Rebecca Smithers looks forward to spending every morning feeding the animals at Dutton Farm in Rochester Hills.
"I love Dutton Farm so much. I love being here," she said. "Every day I like to feed the sheep."
Smithers has Down syndrome and said the farm is a place she can feel self-sufficient.
The farm was created by Smithers' sister, Jeanette Brown, as a gift.
"My mom and I decided to co-found Dutton Farm in her honor, so when she's old and [we] can't really care for her anymore, she knows there's something for her to do," Brown said.
The family wanted a place where Smithers could learn job skills, earn a paycheck and gain a sense of independence.
"My sister, who has Down syndrome, was in the school system until she was 26. When she graduated out of the school system, there just wasn't anything out there that we felt was meaningful," Brown said.
The nonprofit working farm and store caters to people with physical or developmental disabilities.
"Everybody has meaning and deserves to have a purposeful life and to have community and friends and to have people who care about them," Brown said. "If disability has touched your life, it changes you and it inspires you and it teaches you to kind of always look out for the underdog and to not complain as much."

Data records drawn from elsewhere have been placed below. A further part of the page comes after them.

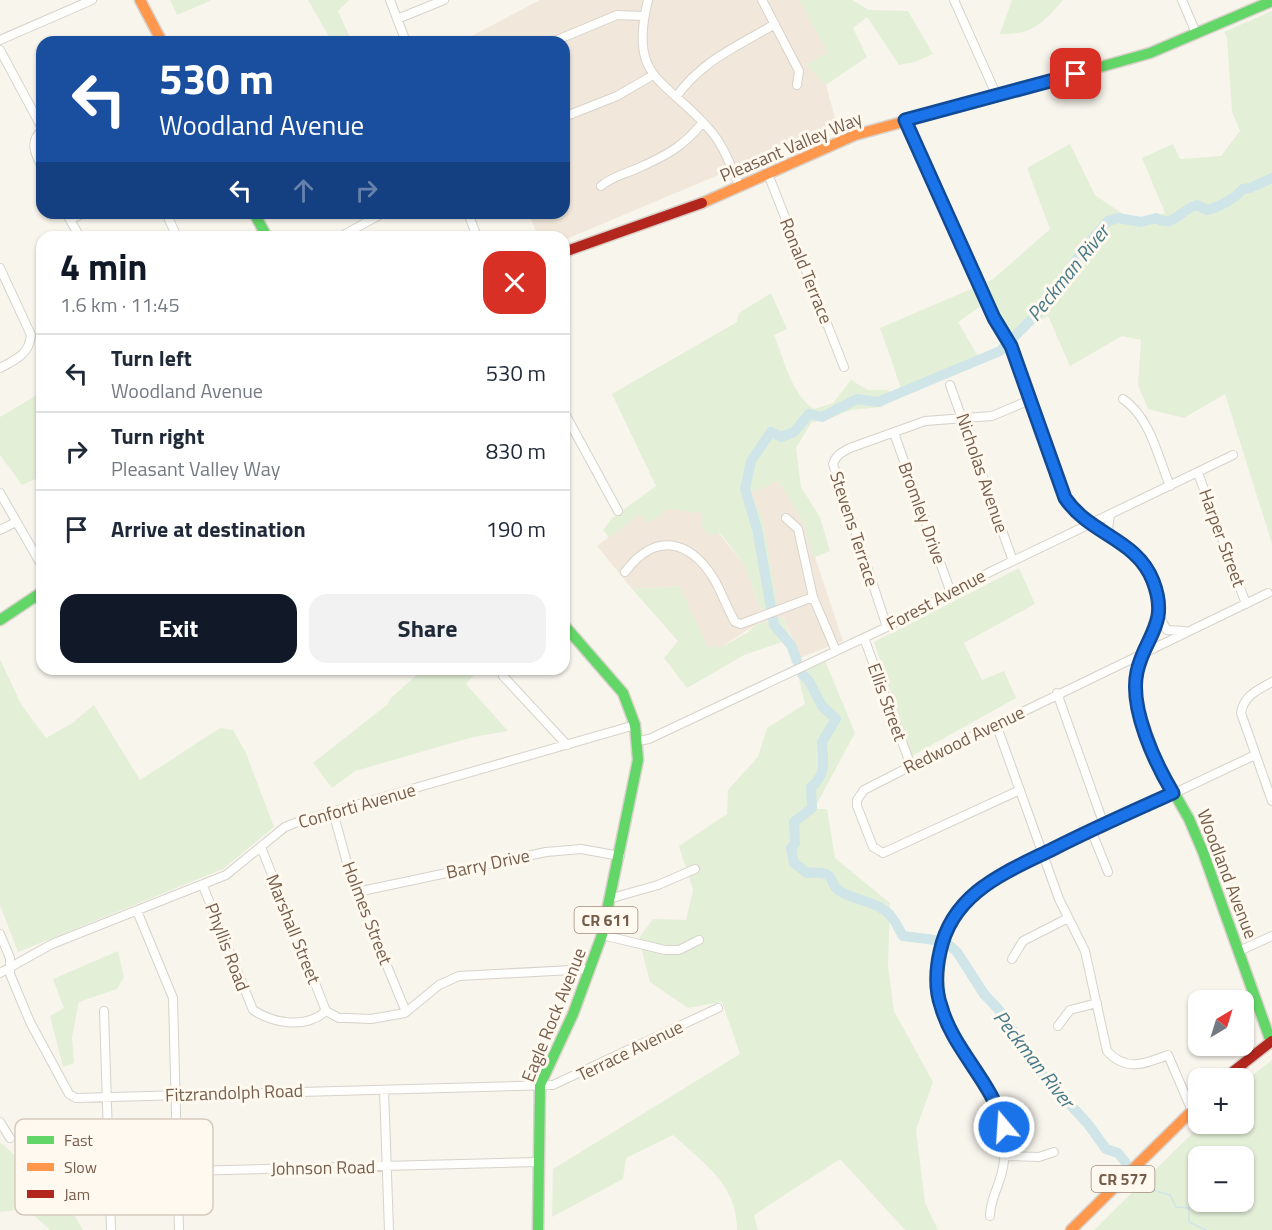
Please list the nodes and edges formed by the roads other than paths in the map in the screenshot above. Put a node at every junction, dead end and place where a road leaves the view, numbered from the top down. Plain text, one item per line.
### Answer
1 (92, 0) edge
2 (141, 0) edge
3 (390, 0) edge
4 (444, 0) edge
5 (648, 0) edge
6 (762, 0) edge
7 (954, 0) edge
8 (1182, 0) edge
9 (1272, 1) edge
10 (644, 16) junction
11 (397, 19) junction
12 (775, 24) junction
13 (1196, 33) junction
14 (159, 36) edge
15 (403, 36) edge
16 (566, 36) edge
17 (0, 40) edge
18 (0, 50) edge
19 (653, 75) junction
20 (797, 85) dead end
21 (996, 94) junction
22 (676, 97) junction
23 (570, 115) edge
24 (36, 118) edge
25 (905, 120) junction
26 (703, 122) junction
27 (36, 138) edge
28 (36, 152) edge
29 (768, 174) junction
30 (601, 186) dead end
31 (740, 187) junction
32 (372, 219) edge
33 (351, 231) edge
34 (570, 250) edge
35 (0, 268) edge
36 (0, 368) edge
37 (844, 368) dead end
38 (950, 385) dead end
39 (1123, 399) dead end
40 (1030, 400) junction
41 (962, 419) junction
42 (570, 423) edge
43 (894, 433) junction
44 (1233, 455) dead end
45 (1198, 473) junction
46 (1170, 486) junction
47 (0, 494) edge
48 (618, 511) dead end
49 (1110, 515) junction
50 (786, 518) dead end
51 (16, 522) junction
52 (1090, 525) junction
53 (0, 530) edge
54 (1114, 539) junction
55 (36, 556) edge
56 (1013, 561) junction
57 (625, 572) dead end
58 (951, 593) junction
59 (1268, 593) dead end
60 (36, 596) edge
61 (813, 597) junction
62 (1246, 604) junction
63 (1158, 615) junction
64 (0, 620) edge
65 (887, 627) junction
66 (1188, 631) junction
67 (570, 632) edge
68 (864, 638) junction
69 (836, 651) junction
70 (1145, 652) junction
71 (503, 675) edge
72 (1272, 682) edge
73 (1057, 693) junction
74 (996, 724) junction
75 (635, 725) junction
76 (638, 741) junction
77 (567, 745) junction
78 (1254, 755) junction
79 (911, 766) junction
80 (1020, 790) junction
81 (1173, 793) junction
82 (1272, 801) edge
83 (333, 812) junction
84 (1104, 825) junction
85 (1092, 830) junction
86 (261, 847) junction
87 (1042, 854) junction
88 (620, 856) junction
89 (695, 870) dead end
90 (1108, 872) dead end
91 (203, 886) junction
92 (357, 892) junction
93 (612, 898) junction
94 (137, 911) junction
95 (1068, 918) junction
96 (0, 934) edge
97 (602, 935) junction
98 (1272, 936) edge
99 (699, 940) dead end
100 (1239, 951) junction
101 (1012, 959) dead end
102 (10, 967) junction
103 (590, 969) junction
104 (0, 973) edge
105 (1097, 1003) junction
106 (718, 1008) dead end
107 (104, 1011) dead end
108 (326, 1011) junction
109 (406, 1012) junction
110 (1058, 1026) dead end
111 (1271, 1042) edge
112 (1238, 1068) edge
113 (540, 1085) junction
114 (384, 1090) junction
115 (1188, 1094) edge
116 (175, 1095) junction
117 (106, 1097) junction
118 (1188, 1115) edge
119 (106, 1119) edge
120 (175, 1119) edge
121 (0, 1122) edge
122 (10, 1138) dead end
123 (1054, 1152) dead end
124 (1006, 1156) junction
125 (538, 1161) junction
126 (387, 1166) junction
127 (213, 1170) edge
128 (110, 1215) edge
129 (178, 1215) edge
130 (990, 1216) dead end
131 (111, 1230) edge
132 (179, 1230) edge
133 (389, 1230) edge
134 (538, 1230) edge
135 (1071, 1230) edge

1 - 17 street
2 - 14 main road
3 - 11 street
4 - 11 street
5 - 10 street
6 - 12 street
7 - 21 street
8 - 13 street
9 - 13 main road, Pleasant Valley Way
10 - 16 street
10 - 19 street
11 - 15 street
12 - 20 street
12 - 22 street
13 - 21 main road, Pleasant Valley Way
18 - 24 street
19 - 22 street
19 - 23 street
21 - 25 main road, Pleasant Valley Way
22 - 26 street
25 - 29 main road, Pleasant Valley Way
25 - 40 main road, Woodland Avenue
26 - 30 street
26 - 31 street
27 - 28 street
29 - 31 main road, Pleasant Valley Way
29 - 37 street, Ronald Terrace
31 - 34 main road, Pleasant Valley Way
32 - 33 street
35 - 36 street
38 - 41 street, Nicholas Avenue
39 - 46 street
40 - 41 street, Stevens Terrace
40 - 52 main road, Woodland Avenue
41 - 43 street, Stevens Terrace
41 - 56 street, Nicholas Avenue
42 - 48 street
43 - 58 street, Bromley Drive
43 - 65 street, Stevens Terrace
44 - 45 street, Forest Avenue
45 - 46 street, Forest Avenue
45 - 62 street, Harper Street
46 - 49 street, Forest Avenue
47 - 51 street
49 - 52 street, Forest Avenue
49 - 54 street
50 - 61 street
51 - 53 street
51 - 55 street
52 - 54 main road, Woodland Avenue
52 - 56 street, Forest Avenue
54 - 63 main road, Woodland Avenue
56 - 58 street, Forest Avenue
57 - 61 street
58 - 65 street, Forest Avenue
59 - 62 street, Redwood Avenue
60 - 64 main road
61 - 69 street
62 - 66 street, Redwood Avenue
63 - 66 street
63 - 70 main road, Woodland Avenue
65 - 68 street, Forest Avenue
66 - 70 street, Redwood Avenue
67 - 75 main road, Eagle Rock Avenue / CR 611
68 - 69 street, Forest Avenue
68 - 79 street, Ellis Street
69 - 76 street, Forest Avenue
70 - 73 street, Redwood Avenue
70 - 81 main road, Woodland Avenue
71 - 77 street
72 - 78 street
73 - 74 street, Redwood Avenue
73 - 84 street
74 - 79 street, Redwood Avenue
74 - 80 street
75 - 76 main road, Eagle Rock Avenue / CR 611
75 - 77 street, Conforti Avenue
76 - 88 main road, Eagle Rock Avenue / CR 611
77 - 83 street, Conforti Avenue
78 - 81 street
78 - 82 street
79 - 80 street, Redwood Avenue
80 - 87 street
81 - 84 street
81 - 100 main road, Woodland Avenue
83 - 86 street, Conforti Avenue
83 - 92 street, Holmes Street
84 - 85 street
85 - 87 street
85 - 90 street
86 - 91 street, Conforti Avenue
86 - 108 street, Marshall Street
87 - 95 street
87 - 124 street
88 - 92 street, Barry Drive
88 - 93 main road, Eagle Rock Avenue / CR 611
89 - 93 street
91 - 94 street, Conforti Avenue
91 - 108 street, Phyllis Road
92 - 109 street, Holmes Street
93 - 97 main road, Eagle Rock Avenue / CR 611
94 - 102 street, Conforti Avenue
94 - 116 street
95 - 101 street
95 - 105 street
96 - 102 street
97 - 99 street
97 - 103 main road, Eagle Rock Avenue / CR 611
98 - 100 street
100 - 111 main road, Woodland Avenue
102 - 104 street, Conforti Avenue
102 - 117 street, Fitzrandolph Road
103 - 109 street
103 - 113 main road, Eagle Rock Avenue / CR 611
105 - 110 street
105 - 115 street
106 - 113 street, Terrace Avenue
107 - 117 street
108 - 109 street
111 - 112 main road
113 - 114 street, Fitzrandolph Road
113 - 125 main road, Eagle Rock Avenue / CR 611
114 - 116 street, Fitzrandolph Road
114 - 126 street
116 - 117 street, Fitzrandolph Road
116 - 120 street
117 - 119 street
118 - 135 main road, CR 577
121 - 122 street
123 - 124 street
124 - 130 street
125 - 126 street, Johnson Road
125 - 134 main road, Eagle Rock Avenue / CR 611
126 - 127 street, Johnson Road
126 - 133 street
128 - 131 street
129 - 132 street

When the farm first started, it had six workers. Now, it has more than 150.
"Emotionally, to see people just blossom when they're given the respect that they deserve as adults, is very moving and very much worth it to me to see with all the hard work that we do, to see them just develop into the people they were intended to be," Smithers' mom, Michele, said.
Workers sell all-natural products like soap, lotion and candles, along with used items donated from the community. All the money raised goes back to the farm or is used to pay the workers.
"Yeah, it makes me happy. I work a lot," Smithers said. "I feel awesome. I feel good."